Before looking deeper into common bottlenose dolphins (Tursios truncatus) in Slovenia and off the W coast of Istria, let us first introduce you to this interesting key species that has a significant role in maintaining the balance in a marine environment.

Mediterranean subpopulation

Bottlenose dolphins in the Mediterranean Sea are far spread. In the past, their distribution was more evenly spread in the overall range. Nowadays, due to the different and growing anthropogenic pressures, the distribution is patchy. The territory comprises coastal and offshore waters, with dolphins seen around many of the offshore islands.

Adriatic Sea

On the eastern side of the Adriatic there are subpopulation groups preferring certain areas (either south, middle or northern Adriatic).

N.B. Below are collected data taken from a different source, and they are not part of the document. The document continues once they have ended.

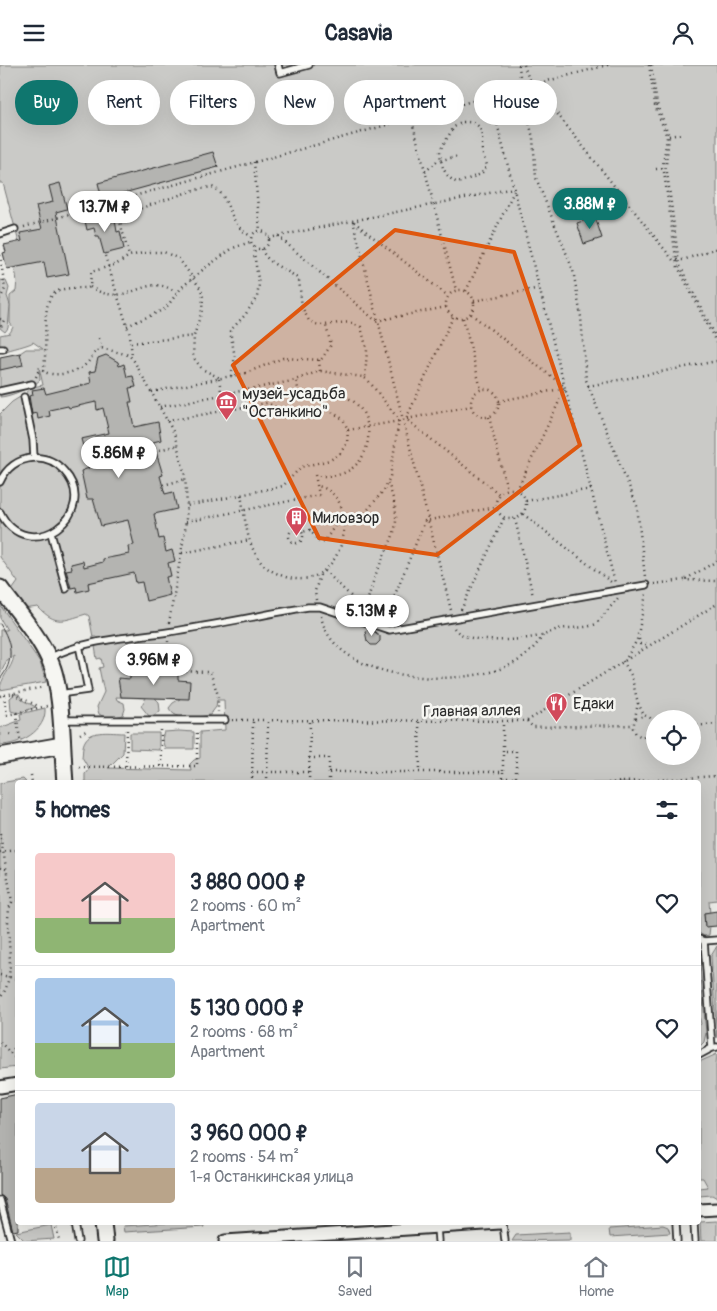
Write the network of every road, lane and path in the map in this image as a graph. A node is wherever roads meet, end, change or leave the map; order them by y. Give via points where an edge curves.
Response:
1 (278, 65) edge
2 (309, 65) edge
3 (519, 65) edge
4 (524, 65) edge
5 (608, 65) edge
6 (650, 65) edge
7 (520, 80) edge
8 (531, 80) edge
9 (550, 80) edge
10 (557, 112) edge
11 (383, 125) edge
12 (413, 125) edge
13 (498, 125) edge
14 (530, 125) edge
15 (682, 134) dead end
16 (669, 136) junction
17 (459, 156) dead end
18 (441, 160) junction
19 (254, 162) junction
20 (665, 168) junction
21 (656, 169) dead end
22 (425, 172) junction
23 (514, 189) junction
24 (105, 204) junction
25 (434, 205) junction
26 (118, 214) junction
27 (353, 221) junction
28 (15, 229) joint
29 (260, 231) junction
30 (0, 234) edge
31 (278, 236) junction
32 (251, 237) junction
33 (269, 238) junction
34 (250, 242) junction
35 (717, 248) edge
36 (256, 249) junction
37 (262, 249) junction
38 (0, 255) edge
39 (105, 256) dead end
40 (129, 256) junction
41 (677, 261) junction
42 (108, 267) junction
43 (193, 278) junction
44 (90, 287) junction
45 (540, 288) junction
46 (456, 290) junction
47 (466, 291) junction
48 (177, 293) junction
49 (117, 296) junction
50 (448, 296) junction
51 (0, 299) edge
52 (474, 301) junction
53 (446, 307) junction
54 (471, 314) junction
55 (453, 317) junction
56 (463, 318) junction
57 (0, 319) edge
58 (378, 321) junction
59 (326, 325) junction
60 (127, 326) junction
61 (0, 329) edge
62 (194, 336) junction
63 (99, 338) dead end
64 (717, 339) edge
65 (131, 343) junction
66 (717, 344) edge
67 (101, 348) junction
68 (132, 357) junction
69 (319, 360) junction
70 (717, 361) edge
71 (320, 371) junction
72 (231, 376) junction
73 (365, 378) junction
74 (220, 379) junction
75 (296, 380) junction
76 (32, 384) dead end
77 (588, 386) junction
78 (566, 388) junction
79 (481, 390) junction
80 (0, 391) edge
81 (152, 392) junction
82 (222, 395) junction
83 (24, 397) dead end
84 (499, 401) junction
85 (471, 406) junction
86 (160, 407) junction
87 (224, 409) junction
88 (489, 417) junction
89 (405, 419) junction
90 (168, 421) junction
91 (399, 421) junction
92 (369, 426) junction
93 (348, 430) junction
94 (178, 445) junction
95 (155, 451) dead end
96 (34, 458) junction
97 (186, 479) junction
98 (0, 482) edge
99 (388, 483) junction
100 (163, 485) dead end
101 (318, 486) junction
102 (507, 489) junction
103 (591, 489) junction
104 (518, 490) junction
105 (499, 494) junction
106 (241, 495) junction
107 (526, 501) junction
108 (187, 506) junction
109 (496, 507) junction
110 (244, 511) junction
111 (0, 512) edge
112 (523, 514) junction
113 (504, 518) junction
114 (515, 519) junction
115 (429, 520) junction
116 (343, 521) junction
117 (186, 522) junction
118 (51, 533) junction
119 (302, 533) junction
120 (250, 540) junction
121 (182, 553) junction
122 (717, 561) edge
123 (325, 571) junction
124 (320, 575) junction
125 (684, 580) junction
126 (717, 581) edge
127 (646, 585) junction
128 (0, 588) edge
129 (616, 588) junction
130 (66, 589) dead end
131 (535, 603) junction
132 (717, 604) edge
133 (318, 607) junction
134 (365, 611) junction
135 (454, 619) junction
136 (363, 621) junction
137 (381, 628) junction
138 (168, 632) junction
139 (640, 632) junction
140 (543, 636) junction
141 (651, 644) junction
142 (79, 645) junction
143 (49, 658) junction
144 (623, 661) junction
145 (51, 691) junction
146 (12, 694) junction
147 (2, 696) edge
148 (638, 703) junction
149 (47, 706) dead end
150 (41, 707) junction
151 (16, 713) junction
152 (644, 715) joint
153 (635, 719) junction
154 (60, 720) junction
155 (221, 720) junction
156 (268, 720) junction
157 (254, 721) junction
158 (310, 721) junction
159 (527, 721) junction
160 (419, 722) junction
161 (503, 723) junction
162 (717, 723) edge
163 (632, 725) junction
164 (701, 725) edge
165 (127, 730) dead end
166 (161, 730) dead end
167 (197, 730) dead end
168 (646, 735) edge
169 (21, 739) dead end
170 (62, 745) junction
171 (503, 751) junction
172 (0, 756) edge
173 (309, 758) junction
174 (126, 766) junction
175 (161, 766) junction
176 (79, 767) dead end
177 (252, 772) junction
178 (268, 772) junction
179 (309, 772) junction
180 (329, 772) junction
181 (420, 772) junction
182 (503, 772) junction
183 (31, 775) dead end
184 (717, 776) edge
185 (32, 780) edge
186 (65, 780) edge
187 (252, 780) edge
188 (267, 780) edge
189 (309, 780) edge
190 (329, 780) edge
191 (655, 780) edge
192 (0, 833) edge
193 (15, 850) edge
194 (2, 852) edge
195 (0, 868) edge
196 (6, 869) junction
197 (4, 913) dead end
198 (3, 919) dead end
199 (702, 940) edge
200 (717, 940) edge
201 (0, 975) edge
202 (7, 975) junction
203 (15, 978) edge
204 (0, 997) edge
205 (0, 1042) edge
206 (15, 1047) edge
207 (714, 1048) edge
208 (10, 1053) junction
209 (701, 1054) edge
210 (15, 1058) edge
211 (15, 1085) edge
212 (0, 1087) edge
213 (0, 1200) edge
214 (717, 1209) edge
215 (701, 1210) edge
216 (55, 1225) edge
217 (75, 1225) edge
218 (103, 1225) edge
219 (470, 1225) edge
220 (502, 1225) edge
221 (676, 1225) edge
222 (694, 1225) edge
223 (437, 1227) junction
224 (59, 1240) dead end
225 (11, 1241) edge
226 (78, 1241) edge
227 (105, 1241) edge
228 (225, 1241) edge
229 (438, 1241) edge
230 (504, 1241) edge
231 (677, 1241) edge
232 (695, 1241) edge

1 - 2 lane via 280,73
3 - 7 path
4 - 8 path
5 - 9 path
6 - 16 path via 657,104
6 - 20 path via 655,105 667,137
10 - 41 path
11 - 19 path
12 - 22 path
13 - 23 path
14 - 77 path via 536,179 573,270
15 - 16 path
16 - 20 path
17 - 18 path
18 - 18 path via 441,148 454,127 467,122 479,126 484,138 482,150 487,166 481,174 456,183 448,177
18 - 22 path
19 - 24 path
19 - 29 path
20 - 21 path
20 - 41 path
22 - 25 path
23 - 25 path
23 - 45 path
23 - 47 path
24 - 26 path
24 - 28 path
25 - 27 path
25 - 46 path
26 - 32 path via 212,187 222,195 237,227
26 - 40 path
27 - 31 path
27 - 50 path
27 - 58 path
28 - 30 lane
29 - 32 path
29 - 33 path
31 - 33 path
31 - 58 path
32 - 34 path
33 - 37 path via 268,245
34 - 36 path
34 - 43 path via 233,248
35 - 41 path
36 - 37 path
36 - 72 path via 259,292 248,311 230,331 234,353
37 - 59 path via 270,261 299,280 302,307 309,321 315,325
38 - 51 path via 5,289
39 - 42 path
40 - 42 path
40 - 43 path via 154,251 169,253
41 - 64 path
41 - 66 path
42 - 44 path via 90,272
42 - 49 path
43 - 48 path
43 - 62 path via 204,301
44 - 49 path
44 - 67 path via 60,290 47,302 43,371 59,374 77,370
45 - 52 path
45 - 78 path
46 - 47 path
46 - 50 path
47 - 52 path
48 - 49 path via 154,285
48 - 60 path via 165,309
49 - 60 path
50 - 53 path
52 - 54 path
53 - 55 path
53 - 58 path
54 - 56 path
54 - 78 path
55 - 56 path
55 - 89 path
56 - 79 path
57 - 61 path via 4,320
58 - 89 path
59 - 69 path via 330,348
59 - 73 path via 345,321 361,327 367,350
60 - 65 path
62 - 65 path
62 - 74 path via 192,354 195,361
63 - 67 path
65 - 68 path
67 - 68 path
68 - 81 path
69 - 71 path
69 - 72 path via 283,358
70 - 77 path
71 - 73 path
71 - 75 path
72 - 74 path
73 - 91 path
74 - 81 path
74 - 82 path
75 - 82 path
75 - 92 path via 301,401 324,393 343,395 360,409
76 - 80 lane
77 - 127 path via 638,507
78 - 84 path
78 - 103 path
78 - 104 path
79 - 84 path via 490,390
79 - 85 path via 473,396
81 - 86 path
82 - 86 path
82 - 87 path
83 - 96 lane
84 - 88 path via 497,411
85 - 88 path via 476,414
85 - 89 path
86 - 90 path
87 - 90 path
87 - 93 path via 261,403 273,404 291,414 326,410 339,415
88 - 102 path
89 - 91 path
89 - 105 path
89 - 115 path
90 - 94 path
91 - 92 path
91 - 99 path
92 - 93 path
92 - 101 path via 368,447 359,461 341,475 315,475
93 - 106 path via 345,447 335,457 301,467 278,488
94 - 95 path
94 - 97 path
96 - 98 lane via 15,464
96 - 118 lane via 60,467 73,487 74,505 69,517
97 - 100 path
97 - 108 path
99 - 116 path via 365,513
99 - 134 path via 395,506 395,532 377,572
101 - 110 path via 320,495
101 - 116 path via 336,495
102 - 104 path
102 - 105 path
103 - 107 path
103 - 129 path
104 - 107 path
105 - 109 path
106 - 108 path
106 - 110 path
107 - 112 path
108 - 117 path
109 - 113 path
109 - 115 path
110 - 117 path
110 - 120 path
111 - 118 lane via 11,527 22,533 34,536
112 - 114 path
112 - 129 path
113 - 114 path
113 - 135 path
114 - 131 path
115 - 135 path
115 - 137 path via 425,521
116 - 119 path via 338,521 322,543 310,530
116 - 123 path via 339,549
117 - 121 path
118 - 130 lane
119 - 119 path via 298,529 293,530 290,540 299,543
120 - 121 path
120 - 124 path via 258,558 272,571 296,579
121 - 138 path
122 - 125 path
123 - 124 path
123 - 134 path
124 - 133 path via 315,591
125 - 126 path
125 - 127 path
127 - 129 lane
127 - 139 path
128 - 143 street
129 - 131 lane
129 - 140 path via 617,601 600,622 556,630
131 - 135 lane
132 - 141 path, Главная аллея
133 - 136 lane
133 - 138 lane
133 - 140 path via 328,637 345,654 372,666 420,677 450,677 500,669 529,653
134 - 136 path
135 - 137 lane via 389,630
135 - 140 path via 459,633 474,638 510,640
136 - 137 lane
138 - 142 lane
138 - 155 path via 171,671 210,672 218,695
139 - 141 path via 640,644
139 - 144 path
141 - 144 path, Главная аллея
142 - 143 lane
142 - 145 lane via 88,690
143 - 145 street via 55,675
144 - 148 path via 632,675
144 - 159 path, Главная аллея
145 - 146 path
145 - 154 street
146 - 147 path
146 - 150 path
147 - 151 path via 7,715
148 - 152 path
148 - 153 path
149 - 150 path
150 - 151 path
151 - 169 path
152 - 153 path
153 - 163 path
154 - 155 lane
154 - 170 street
155 - 157 path, Главная аллея
156 - 157 path, Главная аллея
156 - 158 path, Главная аллея
156 - 178 path
157 - 177 path
158 - 160 path, Главная аллея
158 - 173 path
159 - 161 path, Главная аллея
159 - 163 path via 533,727
160 - 161 path, Главная аллея
160 - 181 path
161 - 171 path
162 - 164 path
163 - 168 path via 636,734
165 - 174 path
166 - 175 path
167 - 175 path via 197,766
170 - 172 street
170 - 186 street
171 - 182 path
171 - 182 path via 516,751 516,778 503,778
173 - 179 path
173 - 180 path via 329,758
174 - 175 path
174 - 176 path
177 - 178 path
177 - 187 path
178 - 179 path
178 - 188 path
179 - 189 path
180 - 181 path
180 - 190 path
181 - 182 path
183 - 185 path
184 - 191 path
192 - 194 path
193 - 194 path
194 - 196 path
195 - 196 path
196 - 197 path via 12,902
198 - 202 path
199 - 200 lane
199 - 207 lane
201 - 202 path
202 - 203 path
202 - 204 path via 5,991
205 - 208 path
206 - 208 path
207 - 209 lane
208 - 210 path
211 - 212 street
213 - 225 lane
214 - 215 street
216 - 224 path
217 - 226 lane
218 - 227 street
219 - 223 street
220 - 230 lane
221 - 231 lane
222 - 232 lane
223 - 228 street
223 - 229 lane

In between, there is a smaller density of dolphins due to multiple causes like less food availability, anthropogenic pressures and other specific habitat characteristics of the marine area. Fluctuations of individuals are present and Vivamar observes certain animals migrating in between them. This migration is good for gene flow.

Northeast Adriatic Sea

Bottlenose dolphins are regularly observed in the NE Adriatic Sea: Slovenia, Trieste Gulf, off west coast of Istria, southern most tip of Istria and in Cres-Lošinj Archipelago. Unfortunately, from three different species of dolphins that lived here in the past, this is the last constantly present marine mammal in the area.
There are different pressures posed on the local bottlenose dolphin population. These pressures have influenced their presence and distribution in the NE Adriatic. Animals seem to use areas linked to the prey availability more intensely and prefer areas that have less direct anthropogenic pressures, especially in the time of a calving period. For this, an archipelago-like coastline of the east Adriatic is very appropriate. Food availability is further connected to circadian and/or seasonal rhythms.  A well known local example is when a large swarm of grey mullet (Mugil cephalus) enters the Slovenian sea in early spring which has been observed to be followed by dolphins. In such cases, bigger groups (aggregations) of dolphins might be seen in the area. Dolphin circadian mobility can show that especially in the summer months they move into deeper waters throughout the day, predictably to avoid man made activities that are more intense in daylight hours along the coast.

The taxonomy of the bottlenose dolphins is a bit unclear due to its geographical variation. There are several species of bottlenose dolphins, genus Tursiops, recognized.

These are:

  • common bottlenose dolphin (Tursiops truncatus) Montague 1821,
  • Indo-Pacific bottlenose dolphin (Tursiops aduncus) Ehrenberg 1832 and
  • Burrunan bottlenose dolphin (Tursiops australis) Charleton-Robb 2011.

T. gilli Dall 1873, T. gephyreus Lahille 1908 and T. nuannu Andrews 1911 are further synonyms for the bottlenose dolphin.

There is also a subspecies of bottlenose dolphins in the Black Sea: Tursiops truncatus ponticus.  This species is morphologically and genetically different from the ones we have in the Adriatic. The species that lives in the Adriatic Sea and is the the main subject of our research is the common bottlenose dolphin (Tursiops truncatus).